En 2007, le fils d’un immigré hongrois avait trouvé en Henri Guaino un scribe inspiré quand il s’exclamait : « Moi, Français de sang-mêlé, je ne me sens pas étranger à cette jeunesse des cités aux citoyens mélangés... » Cinq ans plus tard, un nouveau scénariste, Patrick Buisson, ancien directeur de la rédaction du journal d’extrême droite, Minute, est devenu l’inspirateur en chef d’une campagne de Nicolas Sarkozy où les messages plus ou moins subliminaux d’une invasion islamique programmée se disputent la bande passante des électeurs.
Lors du débat entre le président sortant et François Hollande, l’immigration n’a certes pas été au centre d’échanges gonflés à la testostérone où l’invective et l’émotion ont souvent pris le pas sur les idées. Mais alors qu’on évoquait le droit de vote des étrangers et que François Hollande soulignait que le Maroc l’avait prévu en cas de réciprocité, Nicolas Sarkozy ne s’est pas privé de faire le lien entre les origines et l’insécurité. « Les pays d’Afrique du Nord sont de confession musulmane, de l’autre côté de la Méditerranée. Les tensions communautaires, elles viennent de qui ? Elles viennent d’où ? » Cinq ans plus tard, « la jeunesse des cités aux citoyens mélangés » est devenue celle des horaires séparés dans les piscines et des menus halal dans les cantines.

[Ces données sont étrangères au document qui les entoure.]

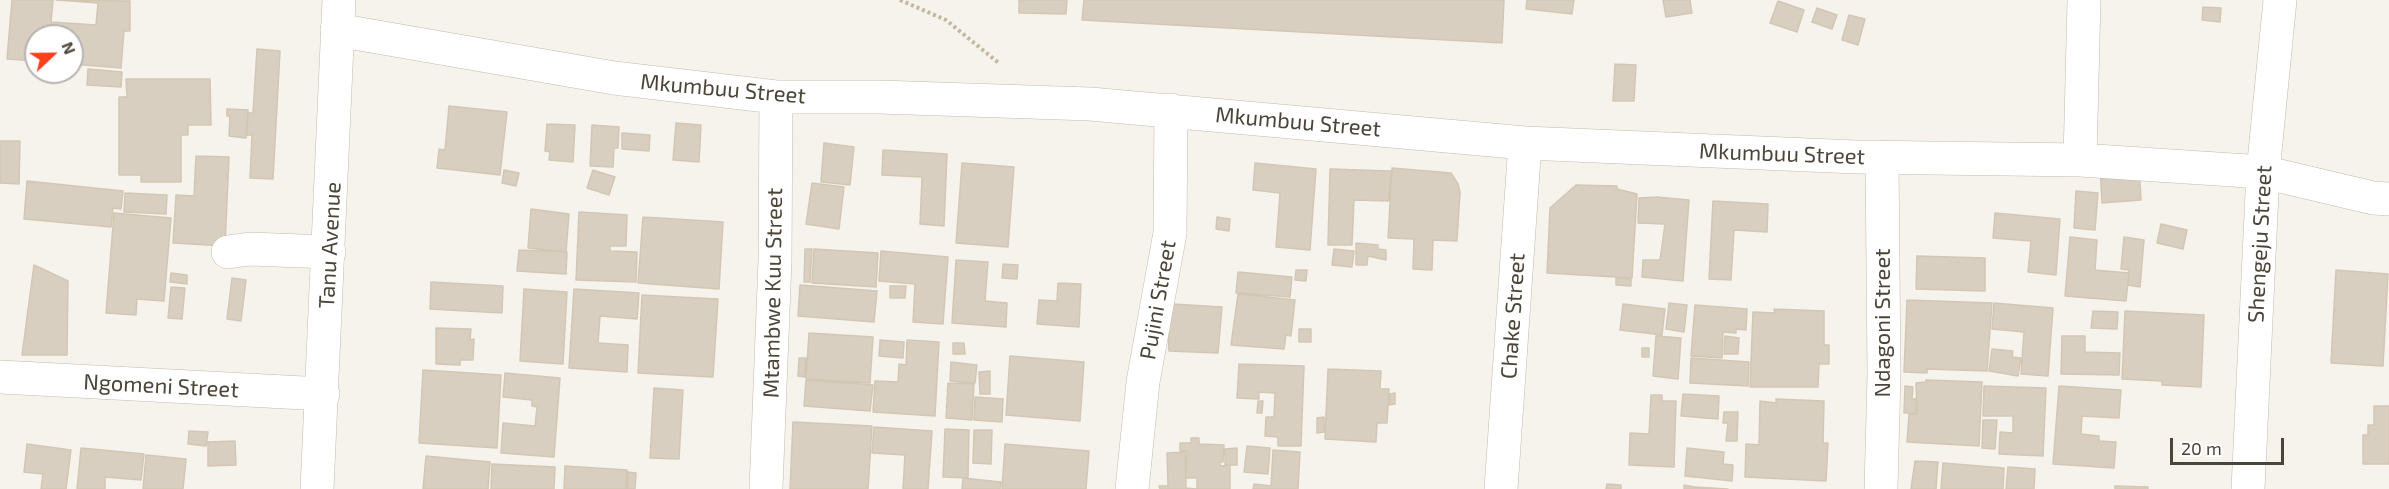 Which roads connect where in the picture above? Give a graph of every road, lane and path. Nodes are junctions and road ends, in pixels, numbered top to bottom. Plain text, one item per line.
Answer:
1 (900, 0) edge
2 (2084, 0) edge
3 (2280, 0) edge
4 (338, 15) edge
5 (776, 97) junction
6 (1041, 102) junction
7 (1171, 110) junction
8 (1525, 143) junction
9 (1882, 158) junction
10 (2080, 160) junction
11 (2263, 172) junction
12 (2389, 199) edge
13 (228, 252) dead end
14 (329, 252) junction
15 (0, 377) edge
16 (322, 394) junction
17 (317, 489) edge
18 (766, 489) edge
19 (1132, 489) edge
20 (1501, 489) edge
21 (1881, 489) edge
22 (2248, 489) edge

1 - 6 path
2 - 10 street
3 - 11 street, Shengeju Street
4 - 5 street, Mkumbuu Street
4 - 14 street, Tanu Avenue
5 - 6 street, Mkumbuu Street
5 - 18 street, Mtambwe Kuu Street
6 - 7 street, Mkumbuu Street
7 - 8 street, Mkumbuu Street
7 - 19 street, Pujini Street
8 - 9 street, Mkumbuu Street
8 - 20 street, Chake Street
9 - 10 street, Mkumbuu Street
9 - 21 street, Ndagoni Street
10 - 11 street, Mkumbuu Street
11 - 12 street, Mkumbuu Street
11 - 22 street, Shengeju Street
13 - 14 street
14 - 16 street, Tanu Avenue
15 - 16 street, Ngomeni Street
16 - 17 street, Tanu Avenue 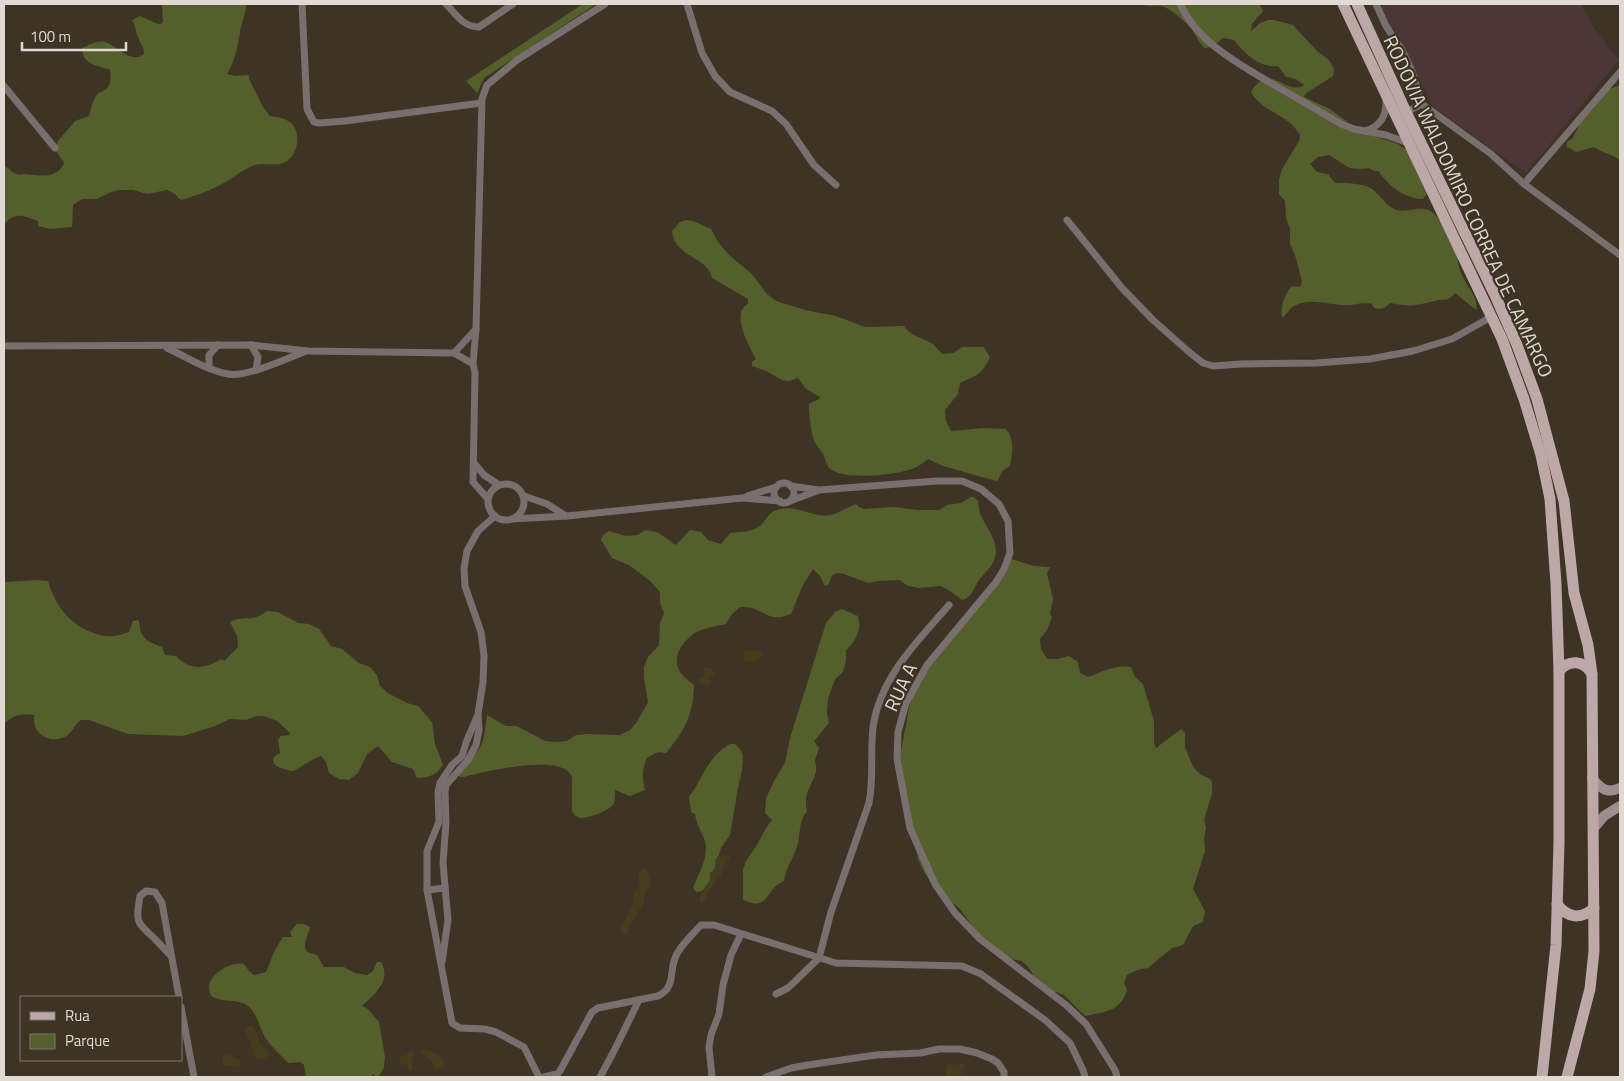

Une campagne obsédée par les frontières, des références incessantes au communautarisme et un clip électoral indigne où un panneau de douane (écrit en arabe, en français et en catalan) illustre un discours ouvertement xénophobe, ont ponctué une dernière ligne droite... à droite de l’extrême-droite.
Pour autant ce « Français de sang-mêlé » est-il raciste ? Non, il est simplement opportuniste et même capable de boire un verre de vin pour rafler les voix des vignerons alors qu’il ne carbure qu’au jus d’orange. Sa « lepénisation » flagrante est d’abord la posture électoraliste d’un homme sans réelles convictions. Pourtant, Nicolas Sarkozy aime le Maroc quand il s’agit d’y vendre des TGV ou de passer des réveillons à Marrakech. Il ne dédaigne pas non plus lorgner vers l’électorat franco-marocain allant jusqu’à affirmer pendant la campagne que son idole sportive était Hicham El Guerrouj que le roi lui a fait rencontrer. Mais en déplaçant le curseur politique français vers les valeurs de l’extrême droite, le candidat-président a obligé son adversaire à durcir à son tour son discours. Pendant le débat, François Hollande ne s’est pas privé de souligner qu’il maintiendrait les centres de rétention, combattrait les menus halal et limiterait les immigrés économiques. Un glissement en rupture avec les positions habituelles des socialistes.
Quel que soit le résultat, cette campagne aura fait des dégâts et détérioré l’image de la France. Pour la restaurer, si François Hollande est élu, il aura intérêt à tenir quelques promesses de campagne, à commencer par la suppression de la circulaire Guéant qui transforme des ingénieurs marocains en travailleurs clandestins. Et à appliquer les propositions de ses soutiens qui veulent mettre en place un « passeport culturel et économique de la francophonie » (voir notre dossier page 24). La langue que nous avons adoptée et que l’on veut remettre en cause aujourd’hui dans le Royaume, ce n’est pas seulement une grammaire, c’est aussi le véhicule de valeurs de liberté et de tolérance devenues universelles. La langue dans laquelle nous nous exprimons et que nous aimons, c’est celle de Voltaire, de Victor Hugo ou d’Albert Camus, pas celle de Patrick Buisson.